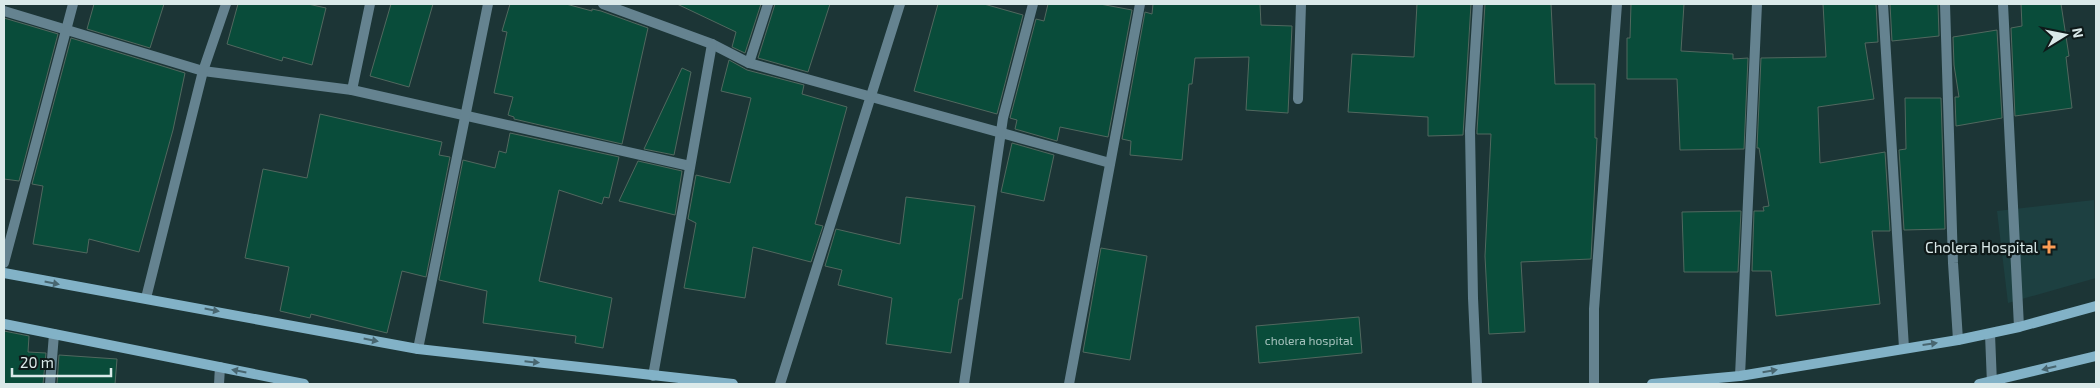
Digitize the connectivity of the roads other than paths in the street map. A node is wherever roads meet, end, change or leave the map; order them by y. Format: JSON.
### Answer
{"nodes":[{"id":1,"x":72,"y":4,"type":"edge"},
{"id":2,"x":226,"y":4,"type":"edge"},
{"id":3,"x":370,"y":4,"type":"edge"},
{"id":4,"x":488,"y":4,"type":"edge"},
{"id":5,"x":603,"y":4,"type":"edge"},
{"id":6,"x":768,"y":4,"type":"edge"},
{"id":7,"x":900,"y":4,"type":"edge"},
{"id":8,"x":1033,"y":4,"type":"edge"},
{"id":9,"x":1140,"y":4,"type":"edge"},
{"id":10,"x":1301,"y":4,"type":"edge"},
{"id":11,"x":1478,"y":4,"type":"edge"},
{"id":12,"x":1617,"y":4,"type":"edge"},
{"id":13,"x":1757,"y":4,"type":"edge"},
{"id":14,"x":1882,"y":4,"type":"edge"},
{"id":15,"x":1945,"y":4,"type":"edge"},
{"id":16,"x":2003,"y":4,"type":"edge"},
{"id":17,"x":628,"y":8,"type":"edge"},
{"id":18,"x":4,"y":11,"type":"edge"},
{"id":19,"x":66,"y":29,"type":"junction"},
{"id":20,"x":712,"y":44,"type":"junction"},
{"id":21,"x":750,"y":63,"type":"junction"},
{"id":22,"x":203,"y":71,"type":"junction"},
{"id":23,"x":352,"y":90,"type":"junction"},
{"id":24,"x":872,"y":95,"type":"junction"},
{"id":25,"x":1298,"y":100,"type":"dead end"},
{"id":26,"x":466,"y":115,"type":"junction"},
{"id":27,"x":1002,"y":132,"type":"junction"},
{"id":28,"x":1110,"y":163,"type":"junction"},
{"id":29,"x":690,"y":166,"type":"junction"},
{"id":30,"x":4,"y":263,"type":"edge"},
{"id":31,"x":4,"y":273,"type":"edge"},
{"id":32,"x":146,"y":298,"type":"junction"},
{"id":33,"x":2096,"y":306,"type":"edge"},
{"id":34,"x":4,"y":324,"type":"edge"},
{"id":35,"x":2019,"y":327,"type":"junction"},
{"id":36,"x":54,"y":334,"type":"junction"},
{"id":37,"x":1990,"y":334,"type":"junction"},
{"id":38,"x":1958,"y":340,"type":"junction"},
{"id":39,"x":1904,"y":348,"type":"junction"},
{"id":40,"x":418,"y":349,"type":"junction"},
{"id":41,"x":2096,"y":356,"type":"edge"},
{"id":42,"x":220,"y":367,"type":"junction"},
{"id":43,"x":653,"y":376,"type":"junction"},
{"id":44,"x":1740,"y":376,"type":"junction"},
{"id":45,"x":1992,"y":383,"type":"edge"},
{"id":46,"x":50,"y":384,"type":"edge"},
{"id":47,"x":219,"y":384,"type":"edge"},
{"id":48,"x":304,"y":384,"type":"edge"},
{"id":49,"x":733,"y":384,"type":"edge"},
{"id":50,"x":780,"y":384,"type":"edge"},
{"id":51,"x":964,"y":384,"type":"edge"},
{"id":52,"x":1069,"y":384,"type":"edge"},
{"id":53,"x":1477,"y":384,"type":"edge"},
{"id":54,"x":1594,"y":384,"type":"edge"},
{"id":55,"x":1652,"y":384,"type":"edge"},
{"id":56,"x":1979,"y":384,"type":"edge"}],
"edges":[{"from":1,"to":19,"type":"street"},
{"from":2,"to":22,"type":"street"},
{"from":3,"to":23,"type":"street"},
{"from":4,"to":26,"type":"street"},
{"from":5,"to":17,"type":"street"},
{"from":6,"to":21,"type":"street"},
{"from":7,"to":24,"type":"street"},
{"from":8,"to":27,"type":"street"},
{"from":9,"to":28,"type":"street"},
{"from":10,"to":25,"type":"street"},
{"from":11,"to":53,"type":"street"},
{"from":12,"to":54,"type":"street"},
{"from":13,"to":44,"type":"street"},
{"from":14,"to":39,"type":"street"},
{"from":15,"to":38,"type":"street"},
{"from":16,"to":35,"type":"street"},
{"from":17,"to":20,"type":"street"},
{"from":18,"to":19,"type":"street"},
{"from":19,"to":22,"type":"street"},
{"from":19,"to":30,"type":"street"},
{"from":20,"to":21,"type":"street"},
{"from":20,"to":29,"type":"street"},
{"from":21,"to":24,"type":"street"},
{"from":22,"to":23,"type":"street"},
{"from":22,"to":32,"type":"street"},
{"from":23,"to":26,"type":"street"},
{"from":24,"to":27,"type":"street"},
{"from":24,"to":50,"type":"street"},
{"from":26,"to":29,"type":"street"},
{"from":26,"to":40,"type":"street"},
{"from":27,"to":28,"type":"street"},
{"from":27,"to":51,"type":"street"},
{"from":28,"to":52,"type":"street"},
{"from":29,"to":43,"type":"street"},
{"from":31,"to":32,"type":"street","one_way":true},
{"from":32,"to":40,"type":"street","one_way":true},
{"from":33,"to":35,"type":"street"},
{"from":34,"to":36,"type":"street"},
{"from":35,"to":37,"type":"street"},
{"from":36,"to":42,"type":"street"},
{"from":36,"to":46,"type":"street"},
{"from":37,"to":38,"type":"street"},
{"from":37,"to":45,"type":"street"},
{"from":39,"to":38,"type":"street","one_way":true},
{"from":44,"to":39,"type":"street","one_way":true},
{"from":40,"to":43,"type":"street","one_way":true},
{"from":41,"to":45,"type":"street","one_way":true},
{"from":42,"to":47,"type":"street"},
{"from":48,"to":42,"type":"street","one_way":true},
{"from":43,"to":49,"type":"street"},
{"from":44,"to":55,"type":"street"},
{"from":45,"to":56,"type":"street"}]}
────────────────────────────────────────
* [EXERCISE] To complete the exercise, return the listing above exactly and omit its pictures.

* [RESPONSE TO THIS TASK]
Digitize the connectivity of the roads other than paths in the street map. A node is wherever roads meet, end, change or leave the map; order them by y. Format: JSON.
### Answer
{"nodes":[{"id":1,"x":72,"y":4,"type":"edge"},
{"id":2,"x":226,"y":4,"type":"edge"},
{"id":3,"x":370,"y":4,"type":"edge"},
{"id":4,"x":488,"y":4,"type":"edge"},
{"id":5,"x":603,"y":4,"type":"edge"},
{"id":6,"x":768,"y":4,"type":"edge"},
{"id":7,"x":900,"y":4,"type":"edge"},
{"id":8,"x":1033,"y":4,"type":"edge"},
{"id":9,"x":1140,"y":4,"type":"edge"},
{"id":10,"x":1301,"y":4,"type":"edge"},
{"id":11,"x":1478,"y":4,"type":"edge"},
{"id":12,"x":1617,"y":4,"type":"edge"},
{"id":13,"x":1757,"y":4,"type":"edge"},
{"id":14,"x":1882,"y":4,"type":"edge"},
{"id":15,"x":1945,"y":4,"type":"edge"},
{"id":16,"x":2003,"y":4,"type":"edge"},
{"id":17,"x":628,"y":8,"type":"edge"},
{"id":18,"x":4,"y":11,"type":"edge"},
{"id":19,"x":66,"y":29,"type":"junction"},
{"id":20,"x":712,"y":44,"type":"junction"},
{"id":21,"x":750,"y":63,"type":"junction"},
{"id":22,"x":203,"y":71,"type":"junction"},
{"id":23,"x":352,"y":90,"type":"junction"},
{"id":24,"x":872,"y":95,"type":"junction"},
{"id":25,"x":1298,"y":100,"type":"dead end"},
{"id":26,"x":466,"y":115,"type":"junction"},
{"id":27,"x":1002,"y":132,"type":"junction"},
{"id":28,"x":1110,"y":163,"type":"junction"},
{"id":29,"x":690,"y":166,"type":"junction"},
{"id":30,"x":4,"y":263,"type":"edge"},
{"id":31,"x":4,"y":273,"type":"edge"},
{"id":32,"x":146,"y":298,"type":"junction"},
{"id":33,"x":2096,"y":306,"type":"edge"},
{"id":34,"x":4,"y":324,"type":"edge"},
{"id":35,"x":2019,"y":327,"type":"junction"},
{"id":36,"x":54,"y":334,"type":"junction"},
{"id":37,"x":1990,"y":334,"type":"junction"},
{"id":38,"x":1958,"y":340,"type":"junction"},
{"id":39,"x":1904,"y":348,"type":"junction"},
{"id":40,"x":418,"y":349,"type":"junction"},
{"id":41,"x":2096,"y":356,"type":"edge"},
{"id":42,"x":220,"y":367,"type":"junction"},
{"id":43,"x":653,"y":376,"type":"junction"},
{"id":44,"x":1740,"y":376,"type":"junction"},
{"id":45,"x":1992,"y":383,"type":"edge"},
{"id":46,"x":50,"y":384,"type":"edge"},
{"id":47,"x":219,"y":384,"type":"edge"},
{"id":48,"x":304,"y":384,"type":"edge"},
{"id":49,"x":733,"y":384,"type":"edge"},
{"id":50,"x":780,"y":384,"type":"edge"},
{"id":51,"x":964,"y":384,"type":"edge"},
{"id":52,"x":1069,"y":384,"type":"edge"},
{"id":53,"x":1477,"y":384,"type":"edge"},
{"id":54,"x":1594,"y":384,"type":"edge"},
{"id":55,"x":1652,"y":384,"type":"edge"},
{"id":56,"x":1979,"y":384,"type":"edge"}],
"edges":[{"from":1,"to":19,"type":"street"},
{"from":2,"to":22,"type":"street"},
{"from":3,"to":23,"type":"street"},
{"from":4,"to":26,"type":"street"},
{"from":5,"to":17,"type":"street"},
{"from":6,"to":21,"type":"street"},
{"from":7,"to":24,"type":"street"},
{"from":8,"to":27,"type":"street"},
{"from":9,"to":28,"type":"street"},
{"from":10,"to":25,"type":"street"},
{"from":11,"to":53,"type":"street"},
{"from":12,"to":54,"type":"street"},
{"from":13,"to":44,"type":"street"},
{"from":14,"to":39,"type":"street"},
{"from":15,"to":38,"type":"street"},
{"from":16,"to":35,"type":"street"},
{"from":17,"to":20,"type":"street"},
{"from":18,"to":19,"type":"street"},
{"from":19,"to":22,"type":"street"},
{"from":19,"to":30,"type":"street"},
{"from":20,"to":21,"type":"street"},
{"from":20,"to":29,"type":"street"},
{"from":21,"to":24,"type":"street"},
{"from":22,"to":23,"type":"street"},
{"from":22,"to":32,"type":"street"},
{"from":23,"to":26,"type":"street"},
{"from":24,"to":27,"type":"street"},
{"from":24,"to":50,"type":"street"},
{"from":26,"to":29,"type":"street"},
{"from":26,"to":40,"type":"street"},
{"from":27,"to":28,"type":"street"},
{"from":27,"to":51,"type":"street"},
{"from":28,"to":52,"type":"street"},
{"from":29,"to":43,"type":"street"},
{"from":31,"to":32,"type":"street","one_way":true},
{"from":32,"to":40,"type":"street","one_way":true},
{"from":33,"to":35,"type":"street"},
{"from":34,"to":36,"type":"street"},
{"from":35,"to":37,"type":"street"},
{"from":36,"to":42,"type":"street"},
{"from":36,"to":46,"type":"street"},
{"from":37,"to":38,"type":"street"},
{"from":37,"to":45,"type":"street"},
{"from":39,"to":38,"type":"street","one_way":true},
{"from":44,"to":39,"type":"street","one_way":true},
{"from":40,"to":43,"type":"street","one_way":true},
{"from":41,"to":45,"type":"street","one_way":true},
{"from":42,"to":47,"type":"street"},
{"from":48,"to":42,"type":"street","one_way":true},
{"from":43,"to":49,"type":"street"},
{"from":44,"to":55,"type":"street"},
{"from":45,"to":56,"type":"street"}]}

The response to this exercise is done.